#### [REQUIRED WORK]
From the data below, tally each line that has "roads" in it, then give that tally without comment.

Data records
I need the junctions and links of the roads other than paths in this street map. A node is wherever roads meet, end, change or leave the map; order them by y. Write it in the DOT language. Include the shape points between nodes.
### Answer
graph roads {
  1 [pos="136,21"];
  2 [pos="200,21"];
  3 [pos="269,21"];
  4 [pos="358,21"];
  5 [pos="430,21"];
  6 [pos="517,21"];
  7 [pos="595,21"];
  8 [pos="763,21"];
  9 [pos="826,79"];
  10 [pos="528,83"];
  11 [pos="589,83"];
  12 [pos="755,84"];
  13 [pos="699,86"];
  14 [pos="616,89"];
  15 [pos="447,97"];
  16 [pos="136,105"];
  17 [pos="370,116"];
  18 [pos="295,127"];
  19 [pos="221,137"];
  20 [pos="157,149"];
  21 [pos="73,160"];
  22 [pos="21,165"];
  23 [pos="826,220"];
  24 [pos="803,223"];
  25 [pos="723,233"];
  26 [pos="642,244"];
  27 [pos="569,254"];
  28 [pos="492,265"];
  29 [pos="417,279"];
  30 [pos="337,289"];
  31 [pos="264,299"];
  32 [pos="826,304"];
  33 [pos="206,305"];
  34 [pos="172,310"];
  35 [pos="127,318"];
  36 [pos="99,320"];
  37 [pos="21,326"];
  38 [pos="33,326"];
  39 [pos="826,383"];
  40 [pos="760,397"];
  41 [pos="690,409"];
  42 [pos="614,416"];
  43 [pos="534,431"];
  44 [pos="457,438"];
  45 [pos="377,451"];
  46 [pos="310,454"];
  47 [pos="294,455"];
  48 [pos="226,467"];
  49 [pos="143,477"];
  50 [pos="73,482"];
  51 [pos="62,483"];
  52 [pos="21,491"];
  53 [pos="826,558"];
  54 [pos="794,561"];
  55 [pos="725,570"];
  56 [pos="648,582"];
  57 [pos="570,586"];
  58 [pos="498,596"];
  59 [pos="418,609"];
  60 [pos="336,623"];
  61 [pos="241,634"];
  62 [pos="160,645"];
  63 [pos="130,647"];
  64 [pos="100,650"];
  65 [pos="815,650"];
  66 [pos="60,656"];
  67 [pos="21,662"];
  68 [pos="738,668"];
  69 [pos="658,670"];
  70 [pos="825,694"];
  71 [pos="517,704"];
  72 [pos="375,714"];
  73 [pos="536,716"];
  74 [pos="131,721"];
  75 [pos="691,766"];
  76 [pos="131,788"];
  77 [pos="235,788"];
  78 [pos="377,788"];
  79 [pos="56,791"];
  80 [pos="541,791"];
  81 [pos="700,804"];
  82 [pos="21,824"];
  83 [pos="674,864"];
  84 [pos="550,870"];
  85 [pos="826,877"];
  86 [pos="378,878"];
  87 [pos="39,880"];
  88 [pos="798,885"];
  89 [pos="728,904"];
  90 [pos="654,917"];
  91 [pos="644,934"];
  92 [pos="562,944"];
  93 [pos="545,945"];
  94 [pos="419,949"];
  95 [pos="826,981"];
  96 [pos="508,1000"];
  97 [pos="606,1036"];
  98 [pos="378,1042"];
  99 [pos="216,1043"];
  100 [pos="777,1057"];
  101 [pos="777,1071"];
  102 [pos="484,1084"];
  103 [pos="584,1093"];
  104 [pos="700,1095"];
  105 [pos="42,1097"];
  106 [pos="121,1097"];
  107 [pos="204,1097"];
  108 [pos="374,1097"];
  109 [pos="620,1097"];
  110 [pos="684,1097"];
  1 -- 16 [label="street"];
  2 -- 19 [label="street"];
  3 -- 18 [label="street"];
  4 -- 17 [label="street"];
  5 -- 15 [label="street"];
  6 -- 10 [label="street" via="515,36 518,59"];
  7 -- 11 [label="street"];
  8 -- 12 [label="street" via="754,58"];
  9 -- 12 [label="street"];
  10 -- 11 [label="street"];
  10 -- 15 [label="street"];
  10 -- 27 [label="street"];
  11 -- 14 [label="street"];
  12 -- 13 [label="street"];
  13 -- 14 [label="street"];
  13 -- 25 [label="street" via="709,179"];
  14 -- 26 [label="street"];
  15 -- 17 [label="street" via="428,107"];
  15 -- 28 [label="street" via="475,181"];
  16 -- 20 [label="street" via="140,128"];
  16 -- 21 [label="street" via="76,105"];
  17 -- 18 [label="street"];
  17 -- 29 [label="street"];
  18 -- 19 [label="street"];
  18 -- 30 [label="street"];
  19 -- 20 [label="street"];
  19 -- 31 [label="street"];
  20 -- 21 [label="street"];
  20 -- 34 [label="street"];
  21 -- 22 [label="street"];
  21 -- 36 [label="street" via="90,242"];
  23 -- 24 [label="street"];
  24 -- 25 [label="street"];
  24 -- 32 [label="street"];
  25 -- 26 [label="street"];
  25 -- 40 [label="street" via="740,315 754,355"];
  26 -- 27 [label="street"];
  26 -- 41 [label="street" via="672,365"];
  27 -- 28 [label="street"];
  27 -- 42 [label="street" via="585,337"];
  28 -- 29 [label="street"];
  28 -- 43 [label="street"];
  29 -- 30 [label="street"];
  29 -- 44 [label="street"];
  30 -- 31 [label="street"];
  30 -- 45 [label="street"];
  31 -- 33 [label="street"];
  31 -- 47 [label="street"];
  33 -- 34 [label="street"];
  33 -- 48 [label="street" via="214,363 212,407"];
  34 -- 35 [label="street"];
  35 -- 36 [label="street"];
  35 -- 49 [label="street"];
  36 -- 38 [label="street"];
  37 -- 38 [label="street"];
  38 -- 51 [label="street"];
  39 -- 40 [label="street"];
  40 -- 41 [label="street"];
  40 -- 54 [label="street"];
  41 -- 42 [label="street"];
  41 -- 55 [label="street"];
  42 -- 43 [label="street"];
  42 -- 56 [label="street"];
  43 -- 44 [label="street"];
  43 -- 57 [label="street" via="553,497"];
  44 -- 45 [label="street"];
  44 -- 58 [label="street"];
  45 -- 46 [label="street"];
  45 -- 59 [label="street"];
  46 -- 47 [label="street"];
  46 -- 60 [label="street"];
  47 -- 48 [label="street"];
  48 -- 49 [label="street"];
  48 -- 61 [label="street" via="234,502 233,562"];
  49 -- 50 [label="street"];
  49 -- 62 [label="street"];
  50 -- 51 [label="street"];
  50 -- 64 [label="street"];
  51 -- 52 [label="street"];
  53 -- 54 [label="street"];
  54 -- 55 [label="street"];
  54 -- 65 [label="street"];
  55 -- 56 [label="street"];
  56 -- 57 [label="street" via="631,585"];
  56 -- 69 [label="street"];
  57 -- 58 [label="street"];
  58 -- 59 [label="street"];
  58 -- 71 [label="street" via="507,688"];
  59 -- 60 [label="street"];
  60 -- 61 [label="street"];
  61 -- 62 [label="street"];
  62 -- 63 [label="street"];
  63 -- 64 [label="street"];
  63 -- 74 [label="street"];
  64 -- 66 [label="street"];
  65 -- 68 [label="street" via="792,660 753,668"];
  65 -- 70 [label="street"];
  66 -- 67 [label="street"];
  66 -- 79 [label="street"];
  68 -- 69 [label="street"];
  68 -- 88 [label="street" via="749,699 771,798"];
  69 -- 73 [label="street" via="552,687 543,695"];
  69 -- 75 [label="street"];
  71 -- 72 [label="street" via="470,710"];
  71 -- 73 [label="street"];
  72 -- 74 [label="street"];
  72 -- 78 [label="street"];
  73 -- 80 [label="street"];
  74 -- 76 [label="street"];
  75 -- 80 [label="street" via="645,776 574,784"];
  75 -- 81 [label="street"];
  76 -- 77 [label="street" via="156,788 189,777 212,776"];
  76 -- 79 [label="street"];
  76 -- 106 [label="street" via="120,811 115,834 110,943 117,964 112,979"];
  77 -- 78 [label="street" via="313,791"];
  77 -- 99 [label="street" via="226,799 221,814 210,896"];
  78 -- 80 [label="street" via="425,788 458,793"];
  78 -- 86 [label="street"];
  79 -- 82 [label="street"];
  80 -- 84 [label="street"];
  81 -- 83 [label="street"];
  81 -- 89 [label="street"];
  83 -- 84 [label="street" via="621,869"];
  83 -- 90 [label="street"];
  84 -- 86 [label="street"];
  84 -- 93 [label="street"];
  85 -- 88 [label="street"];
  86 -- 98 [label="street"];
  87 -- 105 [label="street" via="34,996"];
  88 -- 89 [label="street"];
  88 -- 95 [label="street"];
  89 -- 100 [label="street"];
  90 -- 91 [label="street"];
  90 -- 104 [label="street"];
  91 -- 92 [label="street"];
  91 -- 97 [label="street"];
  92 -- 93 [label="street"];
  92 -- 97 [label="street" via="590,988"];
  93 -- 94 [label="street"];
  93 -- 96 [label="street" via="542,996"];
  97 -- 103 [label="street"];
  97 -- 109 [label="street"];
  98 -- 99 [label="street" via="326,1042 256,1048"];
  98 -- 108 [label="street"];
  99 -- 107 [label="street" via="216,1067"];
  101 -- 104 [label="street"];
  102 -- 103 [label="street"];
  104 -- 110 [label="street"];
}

#### [TASK ANSWER]
2